ASSIGNMENT.
Type the data below again exactly. Omit all pictures.

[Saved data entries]

★ ★ ★

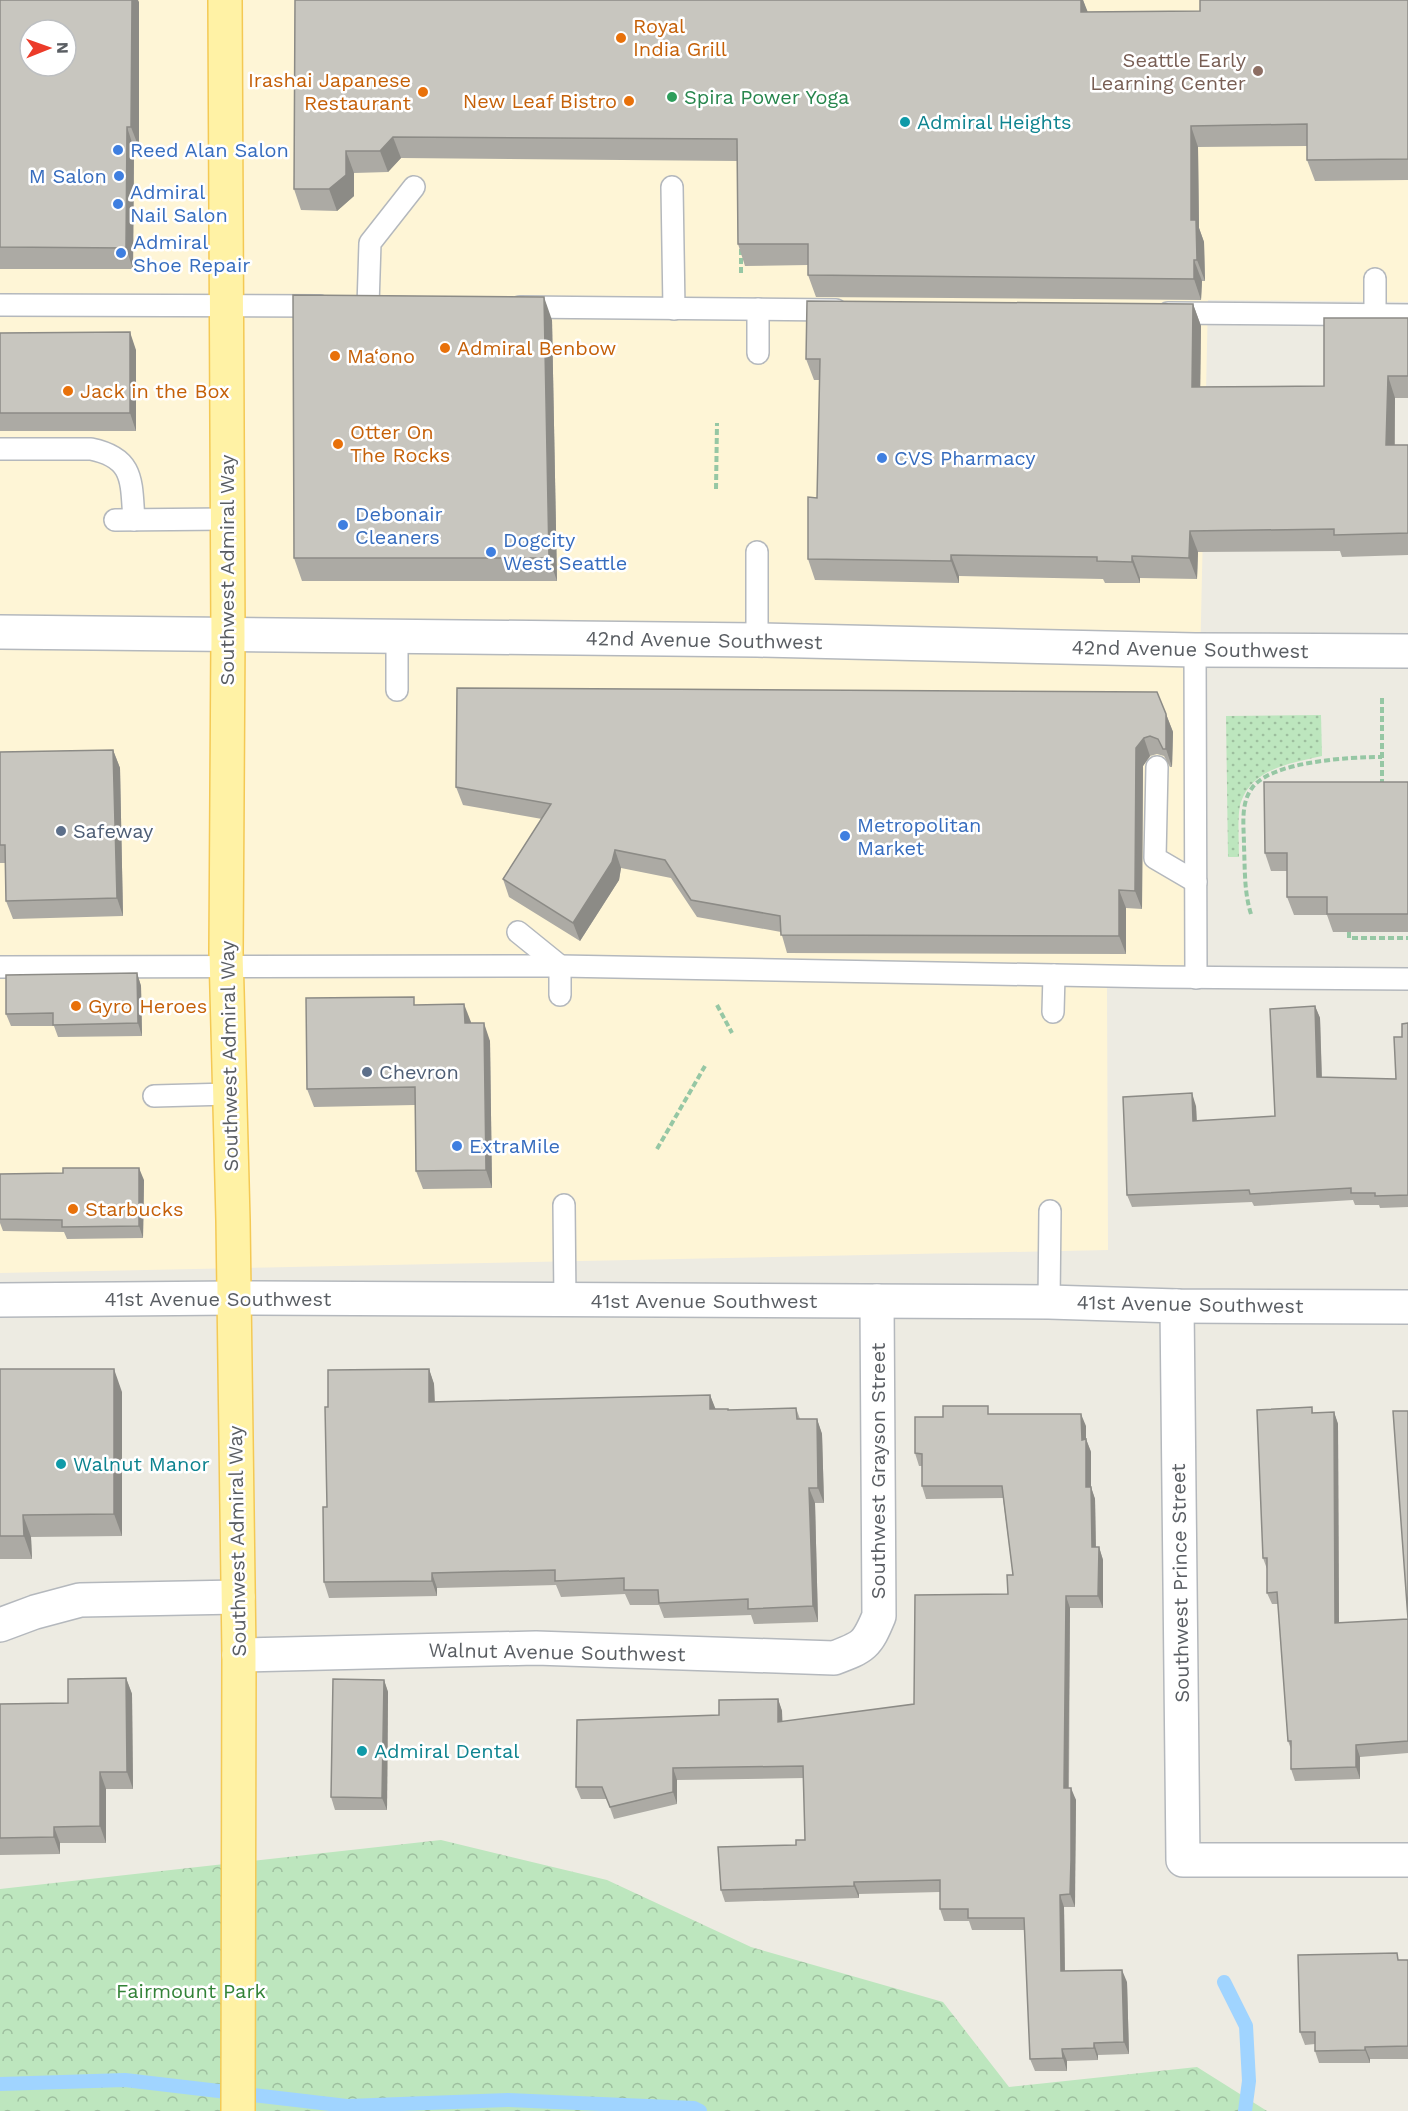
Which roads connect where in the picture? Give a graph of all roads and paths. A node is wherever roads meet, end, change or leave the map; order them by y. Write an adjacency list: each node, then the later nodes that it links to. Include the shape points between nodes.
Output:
1 (225, 0): 8 (main road, Southwest Admiral Way)
2 (414, 187): 9 (lane, via 370,243)
3 (672, 187): 12 (lane)
4 (741, 241): 5 (path)
5 (741, 277)
6 (1375, 279): 16 (lane)
7 (0, 305): 8 (lane)
8 (226, 305): 9 (lane); 22 (main road, Southwest Admiral Way)
9 (368, 306): 10 (lane)
10 (392, 306)
11 (498, 307): 12 (lane)
12 (674, 309): 13 (lane)
13 (758, 309): 14 (lane); 18 (lane)
14 (853, 310)
15 (1149, 313): 16 (lane)
16 (1375, 315): 17 (lane)
17 (1408, 315)
18 (758, 353)
19 (717, 423): 21 (path)
20 (0, 449): 22 (lane, via 91,449 117,458 131,478 125,520)
21 (716, 489)
22 (227, 519): 25 (main road, Southwest Admiral Way)
23 (757, 552): 27 (lane)
24 (0, 632): 25 (street, 42nd Avenue Southwest)
25 (228, 636): 26 (street, 42nd Avenue Southwest); 42 (main road, Southwest Admiral Way)
26 (397, 636): 27 (street, 42nd Avenue Southwest); 30 (lane)
27 (757, 640): 28 (street, 42nd Avenue Southwest)
28 (1195, 650): 29 (street, 42nd Avenue Southwest); 35 (lane)
29 (1408, 651)
30 (397, 690)
31 (1382, 698): 32 (path)
32 (1382, 757): 34 (path); 36 (path, via 1350,757 1301,765 1277,771 1252,787 1243,814 1246,900)
33 (1157, 766): 35 (lane, via 1155,858)
34 (1382, 789)
35 (1196, 882): 44 (lane)
36 (1251, 914)
37 (518, 932): 40 (lane)
38 (1349, 932): 39 (path, via 1349,938)
39 (1408, 938)
40 (560, 966): 42 (lane); 43 (lane); 46 (lane)
41 (0, 967): 42 (lane)
42 (226, 967): 51 (main road, Southwest Admiral Way)
43 (1054, 975): 44 (lane); 48 (lane)
44 (1196, 978): 45 (lane)
45 (1408, 979)
46 (560, 996)
47 (712, 996): 49 (path)
48 (1053, 1012)
49 (732, 1033)
50 (705, 1066): 53 (path)
51 (229, 1094): 52 (lane); 56 (main road, Southwest Admiral Way)
52 (154, 1096)
53 (657, 1149)
54 (564, 1205): 58 (lane)
55 (1050, 1211): 60 (lane)
56 (234, 1298): 57 (street, 41st Avenue Southwest); 58 (street, 41st Avenue Southwest); 63 (main road, Southwest Admiral Way)
57 (0, 1300)
58 (565, 1301): 59 (street, 41st Avenue Southwest)
59 (877, 1301): 60 (street, 41st Avenue Southwest); 65 (street, Southwest Grayson Street, via 879,1616)
60 (1049, 1302): 61 (street, 41st Avenue Southwest)
61 (1177, 1306): 62 (street, 41st Avenue Southwest); 67 (street, Southwest Prince Street, via 1184,1860)
62 (1408, 1307)
63 (238, 1597): 64 (street, via 80,1600); 66 (main road, Southwest Admiral Way)
64 (0, 1625)
65 (870, 1638): 66 (street, Walnut Avenue Southwest, via 855,1650 834,1658 536,1648)
66 (239, 1654): 68 (main road, Southwest Admiral Way)
67 (1408, 1860)
68 (238, 2111)

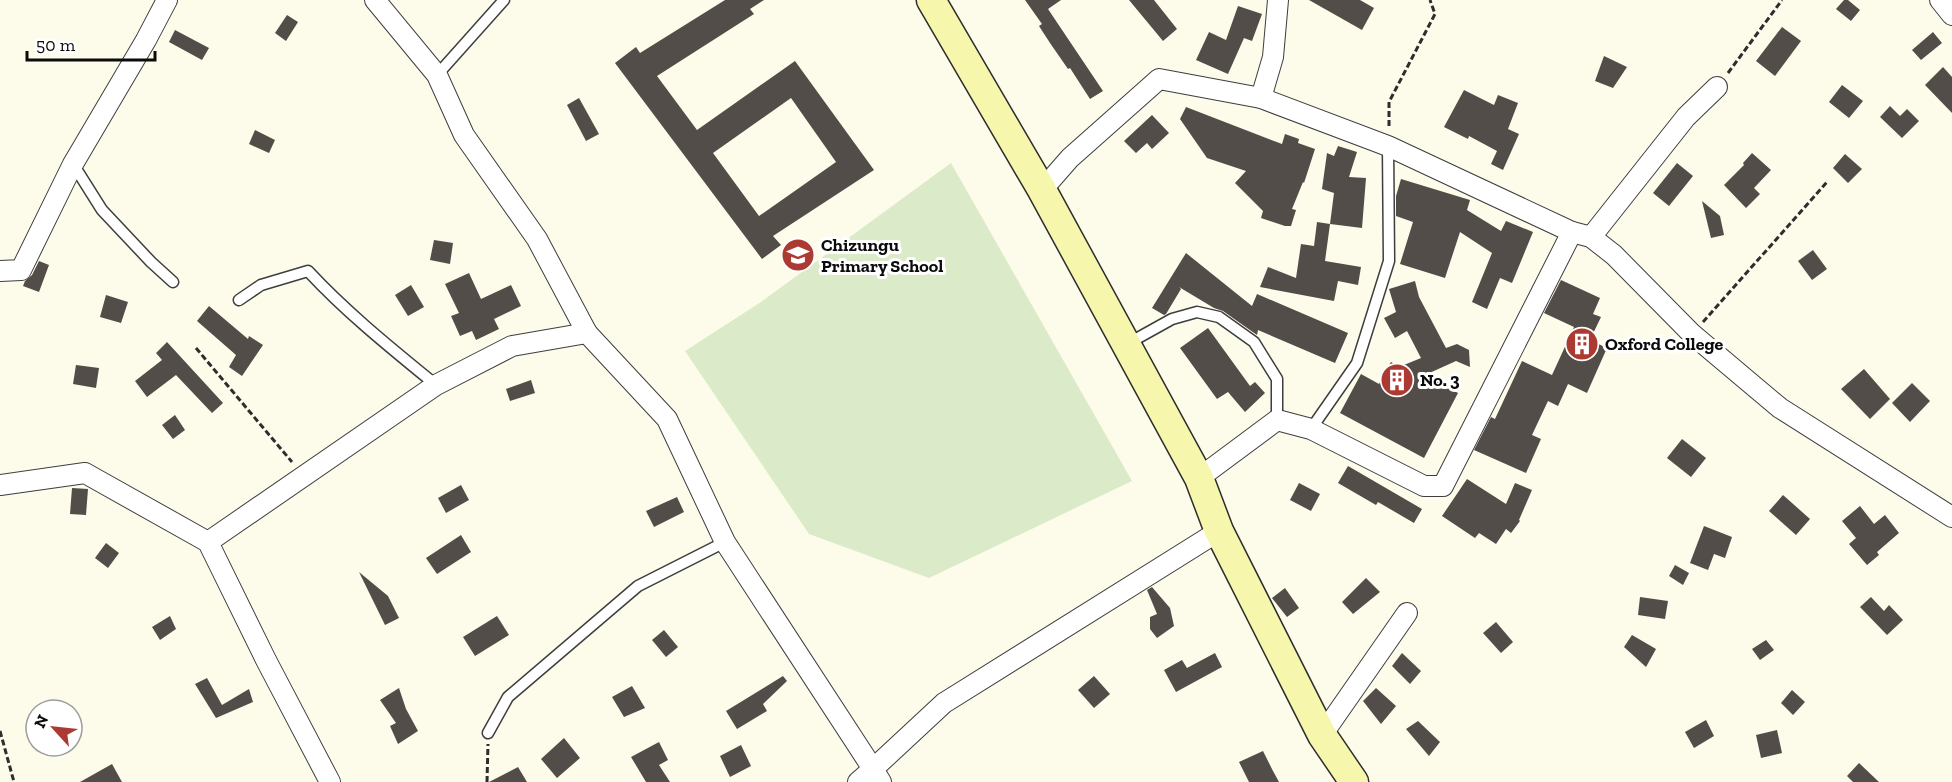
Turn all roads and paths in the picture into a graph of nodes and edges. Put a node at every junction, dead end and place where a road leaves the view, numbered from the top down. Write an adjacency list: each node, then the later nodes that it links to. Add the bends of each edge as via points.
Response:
1 (167, 0): 14 (street)
2 (375, 0): 10 (street)
3 (504, 0): 10 (lane)
4 (931, 0): 16 (street)
5 (1278, 0): 12 (street, via 1273,57)
6 (1430, 0): 13 (path, via 1436,15 1389,102)
7 (1782, 0): 11 (path)
8 (1940, 0): 9 (street)
9 (1952, 15)
10 (437, 75): 21 (street, via 464,135 537,239)
11 (1717, 87): 17 (street)
12 (1262, 99): 13 (street); 16 (street, via 1159,79 1070,158)
13 (1388, 146): 17 (street); 27 (lane, via 1389,261 1357,363)
14 (73, 164): 18 (street, via 21,270); 19 (lane, via 102,210)
15 (1827, 182): 22 (path)
16 (1042, 190): 23 (street)
17 (1581, 234): 22 (street, via 1614,255); 27 (street, via 1443,486 1424,486)
18 (0, 271)
19 (173, 282)
20 (239, 300): 25 (lane, via 261,285 308,271 366,328)
21 (587, 333): 25 (street, via 512,346); 34 (street, via 667,419)
22 (1692, 334): 31 (street, via 1780,408)
23 (1126, 344): 26 (lane, via 1172,319 1197,312 1219,316 1254,342 1277,378); 29 (street)
24 (196, 348): 28 (path)
25 (436, 385): 28 (street)
26 (1277, 420): 27 (street); 29 (street)
27 (1311, 429)
28 (304, 477): 33 (street)
29 (1199, 478): 32 (street)
30 (0, 485): 33 (street, via 85,472)
31 (1952, 518)
32 (1219, 531): 38 (street); 39 (street, via 944,703)
33 (208, 542): 41 (street)
34 (725, 542): 37 (lane, via 638,586 508,697); 39 (street)
35 (1407, 613): 38 (street)
36 (0, 731): 40 (path)
37 (488, 733): 42 (path)
38 (1322, 735): 43 (street)
39 (871, 778)
40 (14, 782)
41 (330, 782)
42 (487, 782)
43 (1354, 782)

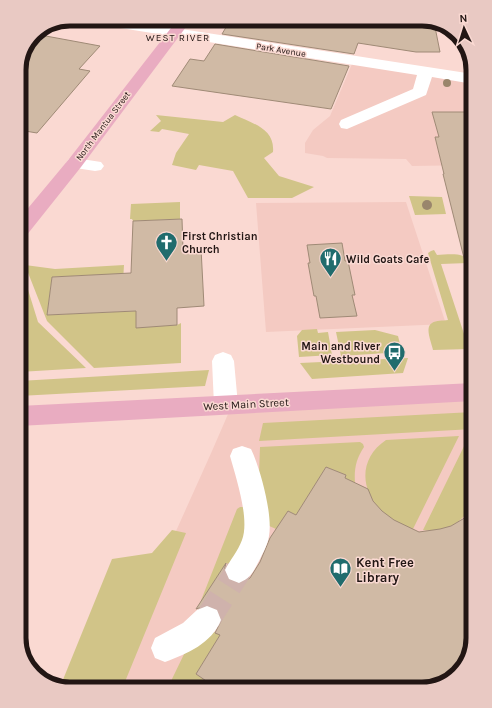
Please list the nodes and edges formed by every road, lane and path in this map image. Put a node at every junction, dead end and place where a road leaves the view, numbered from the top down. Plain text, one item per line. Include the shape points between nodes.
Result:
1 (131, 26) edge
2 (179, 26) edge
3 (173, 33) junction
4 (426, 72) junction
5 (466, 78) edge
6 (347, 124) dead end
7 (75, 163) junction
8 (95, 166) dead end
9 (26, 220) edge
10 (223, 361) dead end
11 (466, 392) edge
12 (226, 405) junction
13 (26, 416) edge
14 (242, 456) dead end
15 (238, 570) tunnel mouth
16 (207, 620) tunnel mouth
17 (165, 648) dead end

1 - 3 street, Park Avenue
2 - 3 main road, North Mantua Street
3 - 4 street, Park Avenue
3 - 7 main road, North Mantua Street
4 - 5 street, Park Avenue
4 - 6 street via 420,92
7 - 8 street
7 - 9 main road, North Mantua Street
10 - 12 street
11 - 12 main road, West Main Street
12 - 13 main road, West Main Street
14 - 15 street via 254,507 257,536
16 - 17 street via 193,633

★ ★ ★

RESULT OF THE EXERCISE.
Which roads connect where in the picture? Give a graph of all roads and paths. A node is wherever roads meet, end, change or leave the map; order them by y. Write an adjacency list: each node, then the later nodes that it links to. Include the shape points between nodes.
Output:
1 (225, 0): 8 (main road, Southwest Admiral Way)
2 (414, 187): 9 (lane, via 370,243)
3 (672, 187): 12 (lane)
4 (741, 241): 5 (path)
5 (741, 277)
6 (1375, 279): 16 (lane)
7 (0, 305): 8 (lane)
8 (226, 305): 9 (lane); 22 (main road, Southwest Admiral Way)
9 (368, 306): 10 (lane)
10 (392, 306)
11 (498, 307): 12 (lane)
12 (674, 309): 13 (lane)
13 (758, 309): 14 (lane); 18 (lane)
14 (853, 310)
15 (1149, 313): 16 (lane)
16 (1375, 315): 17 (lane)
17 (1408, 315)
18 (758, 353)
19 (717, 423): 21 (path)
20 (0, 449): 22 (lane, via 91,449 117,458 131,478 125,520)
21 (716, 489)
22 (227, 519): 25 (main road, Southwest Admiral Way)
23 (757, 552): 27 (lane)
24 (0, 632): 25 (street, 42nd Avenue Southwest)
25 (228, 636): 26 (street, 42nd Avenue Southwest); 42 (main road, Southwest Admiral Way)
26 (397, 636): 27 (street, 42nd Avenue Southwest); 30 (lane)
27 (757, 640): 28 (street, 42nd Avenue Southwest)
28 (1195, 650): 29 (street, 42nd Avenue Southwest); 35 (lane)
29 (1408, 651)
30 (397, 690)
31 (1382, 698): 32 (path)
32 (1382, 757): 34 (path); 36 (path, via 1350,757 1301,765 1277,771 1252,787 1243,814 1246,900)
33 (1157, 766): 35 (lane, via 1155,858)
34 (1382, 789)
35 (1196, 882): 44 (lane)
36 (1251, 914)
37 (518, 932): 40 (lane)
38 (1349, 932): 39 (path, via 1349,938)
39 (1408, 938)
40 (560, 966): 42 (lane); 43 (lane); 46 (lane)
41 (0, 967): 42 (lane)
42 (226, 967): 51 (main road, Southwest Admiral Way)
43 (1054, 975): 44 (lane); 48 (lane)
44 (1196, 978): 45 (lane)
45 (1408, 979)
46 (560, 996)
47 (712, 996): 49 (path)
48 (1053, 1012)
49 (732, 1033)
50 (705, 1066): 53 (path)
51 (229, 1094): 52 (lane); 56 (main road, Southwest Admiral Way)
52 (154, 1096)
53 (657, 1149)
54 (564, 1205): 58 (lane)
55 (1050, 1211): 60 (lane)
56 (234, 1298): 57 (street, 41st Avenue Southwest); 58 (street, 41st Avenue Southwest); 63 (main road, Southwest Admiral Way)
57 (0, 1300)
58 (565, 1301): 59 (street, 41st Avenue Southwest)
59 (877, 1301): 60 (street, 41st Avenue Southwest); 65 (street, Southwest Grayson Street, via 879,1616)
60 (1049, 1302): 61 (street, 41st Avenue Southwest)
61 (1177, 1306): 62 (street, 41st Avenue Southwest); 67 (street, Southwest Prince Street, via 1184,1860)
62 (1408, 1307)
63 (238, 1597): 64 (street, via 80,1600); 66 (main road, Southwest Admiral Way)
64 (0, 1625)
65 (870, 1638): 66 (street, Walnut Avenue Southwest, via 855,1650 834,1658 536,1648)
66 (239, 1654): 68 (main road, Southwest Admiral Way)
67 (1408, 1860)
68 (238, 2111)

Turn all roads and paths in the picture into a graph of nodes and edges. Put a node at every junction, dead end and place where a road leaves the view, numbered from the top down. Write an adjacency list: each node, then the later nodes that it links to. Add the bends of each edge as via points.
Response:
1 (167, 0): 14 (street)
2 (375, 0): 10 (street)
3 (504, 0): 10 (lane)
4 (931, 0): 16 (street)
5 (1278, 0): 12 (street, via 1273,57)
6 (1430, 0): 13 (path, via 1436,15 1389,102)
7 (1782, 0): 11 (path)
8 (1940, 0): 9 (street)
9 (1952, 15)
10 (437, 75): 21 (street, via 464,135 537,239)
11 (1717, 87): 17 (street)
12 (1262, 99): 13 (street); 16 (street, via 1159,79 1070,158)
13 (1388, 146): 17 (street); 27 (lane, via 1389,261 1357,363)
14 (73, 164): 18 (street, via 21,270); 19 (lane, via 102,210)
15 (1827, 182): 22 (path)
16 (1042, 190): 23 (street)
17 (1581, 234): 22 (street, via 1614,255); 27 (street, via 1443,486 1424,486)
18 (0, 271)
19 (173, 282)
20 (239, 300): 25 (lane, via 261,285 308,271 366,328)
21 (587, 333): 25 (street, via 512,346); 34 (street, via 667,419)
22 (1692, 334): 31 (street, via 1780,408)
23 (1126, 344): 26 (lane, via 1172,319 1197,312 1219,316 1254,342 1277,378); 29 (street)
24 (196, 348): 28 (path)
25 (436, 385): 28 (street)
26 (1277, 420): 27 (street); 29 (street)
27 (1311, 429)
28 (304, 477): 33 (street)
29 (1199, 478): 32 (street)
30 (0, 485): 33 (street, via 85,472)
31 (1952, 518)
32 (1219, 531): 38 (street); 39 (street, via 944,703)
33 (208, 542): 41 (street)
34 (725, 542): 37 (lane, via 638,586 508,697); 39 (street)
35 (1407, 613): 38 (street)
36 (0, 731): 40 (path)
37 (488, 733): 42 (path)
38 (1322, 735): 43 (street)
39 (871, 778)
40 (14, 782)
41 (330, 782)
42 (487, 782)
43 (1354, 782)

Please list the nodes and edges formed by every road, lane and path in this map image. Put a node at every junction, dead end and place where a road leaves the view, numbered from the top down. Plain text, one item per line. Include the shape points between nodes.
Result:
1 (131, 26) edge
2 (179, 26) edge
3 (173, 33) junction
4 (426, 72) junction
5 (466, 78) edge
6 (347, 124) dead end
7 (75, 163) junction
8 (95, 166) dead end
9 (26, 220) edge
10 (223, 361) dead end
11 (466, 392) edge
12 (226, 405) junction
13 (26, 416) edge
14 (242, 456) dead end
15 (238, 570) tunnel mouth
16 (207, 620) tunnel mouth
17 (165, 648) dead end

1 - 3 street, Park Avenue
2 - 3 main road, North Mantua Street
3 - 4 street, Park Avenue
3 - 7 main road, North Mantua Street
4 - 5 street, Park Avenue
4 - 6 street via 420,92
7 - 8 street
7 - 9 main road, North Mantua Street
10 - 12 street
11 - 12 main road, West Main Street
12 - 13 main road, West Main Street
14 - 15 street via 254,507 257,536
16 - 17 street via 193,633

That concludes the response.